Instructions to follow:
Whenever the word "number" shows up in a line of the data, copy that line.

------ Material for the task ------

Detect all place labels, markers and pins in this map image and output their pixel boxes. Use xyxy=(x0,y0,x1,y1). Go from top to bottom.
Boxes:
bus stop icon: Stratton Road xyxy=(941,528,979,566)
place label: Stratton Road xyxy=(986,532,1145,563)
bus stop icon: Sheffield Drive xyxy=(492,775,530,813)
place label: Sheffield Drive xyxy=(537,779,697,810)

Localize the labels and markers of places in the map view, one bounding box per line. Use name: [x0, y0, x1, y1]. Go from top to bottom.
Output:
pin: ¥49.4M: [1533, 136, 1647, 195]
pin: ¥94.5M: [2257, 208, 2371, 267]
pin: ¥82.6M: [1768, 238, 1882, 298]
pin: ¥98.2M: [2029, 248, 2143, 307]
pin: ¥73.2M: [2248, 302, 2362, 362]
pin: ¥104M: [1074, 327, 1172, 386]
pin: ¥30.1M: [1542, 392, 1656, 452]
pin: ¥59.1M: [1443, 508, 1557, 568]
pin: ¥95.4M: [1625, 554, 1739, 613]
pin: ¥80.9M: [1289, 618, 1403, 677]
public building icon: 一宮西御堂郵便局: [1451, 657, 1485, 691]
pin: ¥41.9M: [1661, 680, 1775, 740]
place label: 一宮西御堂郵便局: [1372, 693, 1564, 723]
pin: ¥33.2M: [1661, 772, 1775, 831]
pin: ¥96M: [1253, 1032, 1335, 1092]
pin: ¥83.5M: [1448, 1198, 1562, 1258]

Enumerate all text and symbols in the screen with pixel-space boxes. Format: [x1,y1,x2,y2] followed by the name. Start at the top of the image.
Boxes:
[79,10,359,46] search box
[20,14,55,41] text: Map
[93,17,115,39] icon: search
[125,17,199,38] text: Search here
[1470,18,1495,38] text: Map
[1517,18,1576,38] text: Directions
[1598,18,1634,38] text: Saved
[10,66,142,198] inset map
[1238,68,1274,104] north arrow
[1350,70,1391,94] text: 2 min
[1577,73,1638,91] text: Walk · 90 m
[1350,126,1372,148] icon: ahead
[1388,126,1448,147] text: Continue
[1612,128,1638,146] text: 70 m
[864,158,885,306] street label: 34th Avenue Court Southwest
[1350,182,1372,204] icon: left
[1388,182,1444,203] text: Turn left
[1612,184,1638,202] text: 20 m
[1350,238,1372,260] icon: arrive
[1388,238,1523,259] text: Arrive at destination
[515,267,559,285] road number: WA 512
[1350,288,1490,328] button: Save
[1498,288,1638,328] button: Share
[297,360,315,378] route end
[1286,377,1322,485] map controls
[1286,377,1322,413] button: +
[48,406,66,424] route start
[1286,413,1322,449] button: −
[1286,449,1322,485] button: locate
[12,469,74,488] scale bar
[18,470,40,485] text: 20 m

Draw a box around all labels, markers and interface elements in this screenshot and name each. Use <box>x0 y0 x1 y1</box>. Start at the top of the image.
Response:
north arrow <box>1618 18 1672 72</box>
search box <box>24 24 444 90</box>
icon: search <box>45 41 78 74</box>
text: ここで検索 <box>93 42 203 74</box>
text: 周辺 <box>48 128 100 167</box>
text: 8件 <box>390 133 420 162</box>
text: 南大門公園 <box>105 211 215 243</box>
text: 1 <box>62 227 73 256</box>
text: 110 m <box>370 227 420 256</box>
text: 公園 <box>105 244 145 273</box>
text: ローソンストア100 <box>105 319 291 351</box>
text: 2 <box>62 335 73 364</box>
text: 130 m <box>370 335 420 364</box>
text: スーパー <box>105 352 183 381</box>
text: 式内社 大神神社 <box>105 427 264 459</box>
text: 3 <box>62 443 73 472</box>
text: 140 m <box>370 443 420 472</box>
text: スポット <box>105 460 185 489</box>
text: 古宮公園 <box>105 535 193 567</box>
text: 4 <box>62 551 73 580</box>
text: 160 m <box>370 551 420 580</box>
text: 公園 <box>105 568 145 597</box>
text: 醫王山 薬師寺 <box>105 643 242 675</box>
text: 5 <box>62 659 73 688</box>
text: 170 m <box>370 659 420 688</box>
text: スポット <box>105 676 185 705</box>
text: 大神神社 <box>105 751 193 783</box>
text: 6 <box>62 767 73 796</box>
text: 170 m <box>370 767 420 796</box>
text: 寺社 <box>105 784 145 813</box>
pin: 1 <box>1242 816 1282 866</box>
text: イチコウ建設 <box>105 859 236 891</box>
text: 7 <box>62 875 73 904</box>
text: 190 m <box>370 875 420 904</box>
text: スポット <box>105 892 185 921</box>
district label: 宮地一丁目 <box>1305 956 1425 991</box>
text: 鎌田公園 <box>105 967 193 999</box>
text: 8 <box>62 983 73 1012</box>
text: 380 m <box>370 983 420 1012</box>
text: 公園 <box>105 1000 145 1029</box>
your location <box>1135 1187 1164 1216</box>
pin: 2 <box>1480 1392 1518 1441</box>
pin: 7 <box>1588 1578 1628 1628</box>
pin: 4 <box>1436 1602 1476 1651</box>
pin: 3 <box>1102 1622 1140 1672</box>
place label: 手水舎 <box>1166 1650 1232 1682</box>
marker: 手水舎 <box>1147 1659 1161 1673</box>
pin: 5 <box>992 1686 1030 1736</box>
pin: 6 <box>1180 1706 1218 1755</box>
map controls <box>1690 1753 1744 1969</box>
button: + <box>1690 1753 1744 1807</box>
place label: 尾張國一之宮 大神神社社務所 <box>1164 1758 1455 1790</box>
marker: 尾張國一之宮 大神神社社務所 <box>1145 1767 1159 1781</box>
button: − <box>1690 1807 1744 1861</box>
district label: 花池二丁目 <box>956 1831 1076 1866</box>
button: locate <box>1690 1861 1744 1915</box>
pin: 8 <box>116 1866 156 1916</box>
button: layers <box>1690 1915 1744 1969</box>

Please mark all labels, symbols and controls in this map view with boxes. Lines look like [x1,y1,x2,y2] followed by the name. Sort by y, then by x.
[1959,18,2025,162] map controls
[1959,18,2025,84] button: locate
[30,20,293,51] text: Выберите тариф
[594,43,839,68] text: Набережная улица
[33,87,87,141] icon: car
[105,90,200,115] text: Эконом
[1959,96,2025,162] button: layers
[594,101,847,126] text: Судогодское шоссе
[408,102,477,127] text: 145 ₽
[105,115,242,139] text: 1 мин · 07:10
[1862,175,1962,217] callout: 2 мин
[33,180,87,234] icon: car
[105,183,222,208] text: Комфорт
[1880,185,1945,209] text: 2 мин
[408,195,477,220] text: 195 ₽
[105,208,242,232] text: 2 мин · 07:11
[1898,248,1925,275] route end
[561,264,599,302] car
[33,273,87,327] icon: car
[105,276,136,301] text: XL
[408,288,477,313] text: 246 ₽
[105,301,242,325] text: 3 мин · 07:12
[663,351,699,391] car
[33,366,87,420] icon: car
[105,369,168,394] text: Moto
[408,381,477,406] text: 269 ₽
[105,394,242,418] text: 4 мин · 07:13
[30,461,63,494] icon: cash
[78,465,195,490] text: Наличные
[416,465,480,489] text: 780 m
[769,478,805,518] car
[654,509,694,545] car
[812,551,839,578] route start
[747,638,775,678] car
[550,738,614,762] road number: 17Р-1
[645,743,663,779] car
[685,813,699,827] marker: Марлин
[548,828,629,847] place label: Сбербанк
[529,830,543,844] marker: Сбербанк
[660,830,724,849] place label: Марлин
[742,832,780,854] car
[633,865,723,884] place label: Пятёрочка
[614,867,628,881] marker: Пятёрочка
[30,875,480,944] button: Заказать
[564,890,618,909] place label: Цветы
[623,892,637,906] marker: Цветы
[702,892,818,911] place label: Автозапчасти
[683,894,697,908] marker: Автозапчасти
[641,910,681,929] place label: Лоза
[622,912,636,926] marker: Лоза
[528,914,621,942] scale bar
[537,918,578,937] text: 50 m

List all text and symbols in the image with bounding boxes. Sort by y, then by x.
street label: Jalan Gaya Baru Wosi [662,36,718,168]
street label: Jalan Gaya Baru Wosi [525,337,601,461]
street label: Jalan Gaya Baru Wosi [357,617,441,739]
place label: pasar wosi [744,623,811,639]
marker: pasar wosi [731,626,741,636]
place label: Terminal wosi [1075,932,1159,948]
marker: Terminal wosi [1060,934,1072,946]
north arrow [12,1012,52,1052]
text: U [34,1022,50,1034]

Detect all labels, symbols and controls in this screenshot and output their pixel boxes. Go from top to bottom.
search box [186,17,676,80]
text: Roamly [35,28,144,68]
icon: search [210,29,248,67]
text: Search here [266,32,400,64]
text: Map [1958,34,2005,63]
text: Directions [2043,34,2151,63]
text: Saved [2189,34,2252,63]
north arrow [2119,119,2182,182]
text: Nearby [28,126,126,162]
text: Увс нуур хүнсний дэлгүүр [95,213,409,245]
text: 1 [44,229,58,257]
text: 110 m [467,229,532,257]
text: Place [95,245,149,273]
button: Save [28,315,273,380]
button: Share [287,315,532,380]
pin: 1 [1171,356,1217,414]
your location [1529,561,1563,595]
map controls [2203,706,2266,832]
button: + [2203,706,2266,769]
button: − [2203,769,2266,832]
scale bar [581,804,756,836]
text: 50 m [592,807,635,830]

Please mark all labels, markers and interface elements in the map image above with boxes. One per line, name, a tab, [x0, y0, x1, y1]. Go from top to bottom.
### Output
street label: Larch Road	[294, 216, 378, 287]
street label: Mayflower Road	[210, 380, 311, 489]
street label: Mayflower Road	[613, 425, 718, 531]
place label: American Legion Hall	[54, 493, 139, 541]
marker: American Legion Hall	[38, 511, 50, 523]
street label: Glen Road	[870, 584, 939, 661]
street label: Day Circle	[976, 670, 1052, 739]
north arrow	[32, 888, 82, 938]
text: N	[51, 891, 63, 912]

------

Written reply:
[515,267,559,285] road number: WA 512
[550,738,614,762] road number: 17Р-1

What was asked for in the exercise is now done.